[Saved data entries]
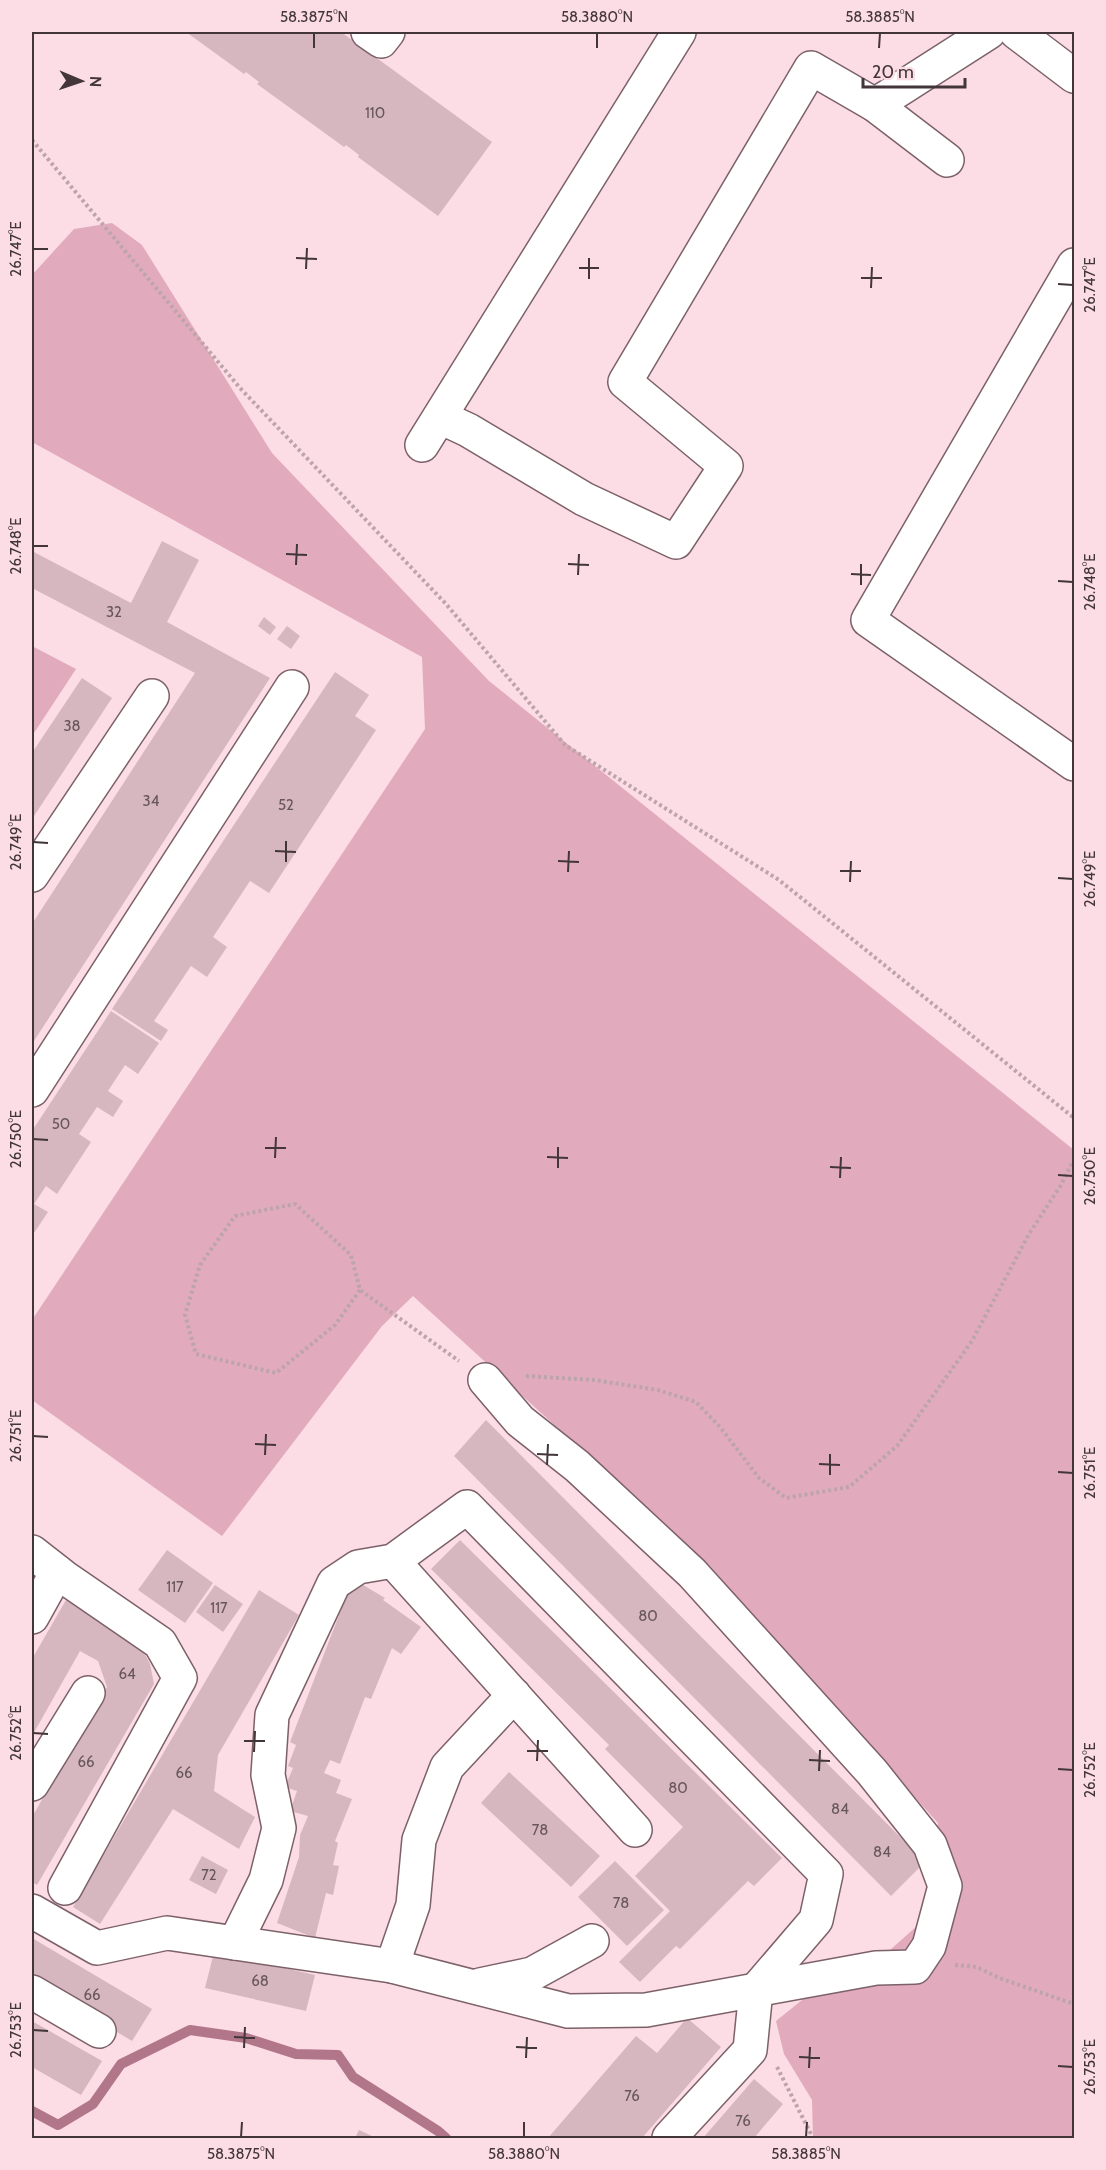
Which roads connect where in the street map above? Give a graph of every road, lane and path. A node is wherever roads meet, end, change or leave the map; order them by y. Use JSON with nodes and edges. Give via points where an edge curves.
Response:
{"nodes":[{"id":1,"x":368,"y":32,"type":"edge"},
{"id":2,"x":387,"y":32,"type":"edge"},
{"id":3,"x":679,"y":32,"type":"edge"},
{"id":4,"x":988,"y":32,"type":"edge"},
{"id":5,"x":1016,"y":32,"type":"edge"},
{"id":6,"x":1074,"y":76,"type":"edge"},
{"id":7,"x":875,"y":105,"type":"junction"},
{"id":8,"x":32,"y":140,"type":"edge"},
{"id":9,"x":947,"y":160,"type":"dead end"},
{"id":10,"x":1074,"y":265,"type":"edge"},
{"id":11,"x":440,"y":417,"type":"junction"},
{"id":12,"x":422,"y":445,"type":"dead end"},
{"id":13,"x":292,"y":687,"type":"dead end"},
{"id":14,"x":152,"y":696,"type":"dead end"},
{"id":15,"x":1074,"y":764,"type":"edge"},
{"id":16,"x":32,"y":875,"type":"edge"},
{"id":17,"x":32,"y":1090,"type":"edge"},
{"id":18,"x":1074,"y":1118,"type":"edge"},
{"id":19,"x":1074,"y":1159,"type":"edge"},
{"id":20,"x":360,"y":1290,"type":"junction"},
{"id":21,"x":485,"y":1380,"type":"junction"},
{"id":22,"x":44,"y":1562,"type":"edge"},
{"id":23,"x":393,"y":1562,"type":"junction"},
{"id":24,"x":32,"y":1617,"type":"edge"},
{"id":25,"x":88,"y":1693,"type":"dead end"},
{"id":26,"x":514,"y":1695,"type":"junction"},
{"id":27,"x":32,"y":1784,"type":"edge"},
{"id":28,"x":635,"y":1830,"type":"dead end"},
{"id":29,"x":65,"y":1888,"type":"dead end"},
{"id":30,"x":32,"y":1911,"type":"edge"},
{"id":31,"x":592,"y":1941,"type":"dead end"},
{"id":32,"x":235,"y":1943,"type":"junction"},
{"id":33,"x":392,"y":1966,"type":"junction"},
{"id":34,"x":915,"y":1967,"type":"junction"},
{"id":35,"x":472,"y":1986,"type":"junction"},
{"id":36,"x":756,"y":1989,"type":"junction"},
{"id":37,"x":32,"y":1992,"type":"edge"},
{"id":38,"x":1074,"y":2004,"type":"edge"},
{"id":39,"x":752,"y":2026,"type":"junction"},
{"id":40,"x":99,"y":2031,"type":"dead end"},
{"id":41,"x":669,"y":2139,"type":"edge"},
{"id":42,"x":813,"y":2139,"type":"edge"}],
"edges":[{"from":1,"to":2,"type":"lane","via":[[381,41]]},
{"from":3,"to":11,"type":"lane"},
{"from":4,"to":7,"type":"lane"},
{"from":5,"to":6,"type":"lane"},
{"from":7,"to":9,"type":"lane"},
{"from":7,"to":11,"type":"lane","via":[[811,68],[625,382],[726,466],[676,543],[584,499]]},
{"from":8,"to":18,"type":"path","via":[[240,388],[446,604],[565,745],[778,880]]},
{"from":10,"to":15,"type":"lane","via":[[868,620]]},
{"from":11,"to":12,"type":"lane"},
{"from":13,"to":17,"type":"lane"},
{"from":14,"to":16,"type":"lane"},
{"from":19,"to":21,"type":"path","via":[[972,1341],[897,1446],[849,1487],[786,1498],[759,1478],[696,1402],[658,1390],[594,1380],[515,1375]]},
{"from":20,"to":20,"type":"path","via":[[335,1325],[276,1373],[196,1354],[185,1315],[200,1265],[235,1216],[294,1204],[351,1255]]},
{"from":20,"to":21,"type":"path"},
{"from":21,"to":34,"type":"lane","via":[[520,1421],[577,1466],[692,1573],[872,1772],[930,1845],[945,1886],[929,1946]]},
{"from":22,"to":24,"type":"lane"},
{"from":22,"to":29,"type":"lane","via":[[160,1643],[180,1678]]},
{"from":23,"to":26,"type":"lane"},
{"from":23,"to":32,"type":"lane","via":[[358,1567],[334,1583],[272,1715],[268,1775],[279,1828],[266,1880]]},
{"from":23,"to":36,"type":"lane","via":[[466,1507],[826,1874],[816,1920]]},
{"from":25,"to":27,"type":"lane"},
{"from":26,"to":28,"type":"lane"},
{"from":26,"to":33,"type":"lane","via":[[447,1767],[419,1840],[413,1905]]},
{"from":30,"to":32,"type":"lane","via":[[97,1948],[167,1933]]},
{"from":31,"to":35,"type":"lane","via":[[532,1974]]},
{"from":32,"to":33,"type":"lane"},
{"from":33,"to":35,"type":"lane"},
{"from":34,"to":36,"type":"lane","via":[[876,1968]]},
{"from":34,"to":38,"type":"path","via":[[978,1967]]},
{"from":35,"to":36,"type":"lane","via":[[568,2011],[646,2010]]},
{"from":36,"to":39,"type":"lane"},
{"from":37,"to":40,"type":"lane"},
{"from":39,"to":41,"type":"lane","via":[[750,2050]]},
{"from":39,"to":42,"type":"path","via":[[783,2075]]}]}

» Task prompt: Pull out every line of the records above that contains the word "nodes".

» Solution to the exercise:
Which roads connect where in the street map above? Give a graph of every road, lane and path. A node is wherever roads meet, end, change or leave the map; order them by y. Use JSON with nodes and edges. Give via points where an edge curves.
{"nodes":[{"id":1,"x":368,"y":32,"type":"edge"},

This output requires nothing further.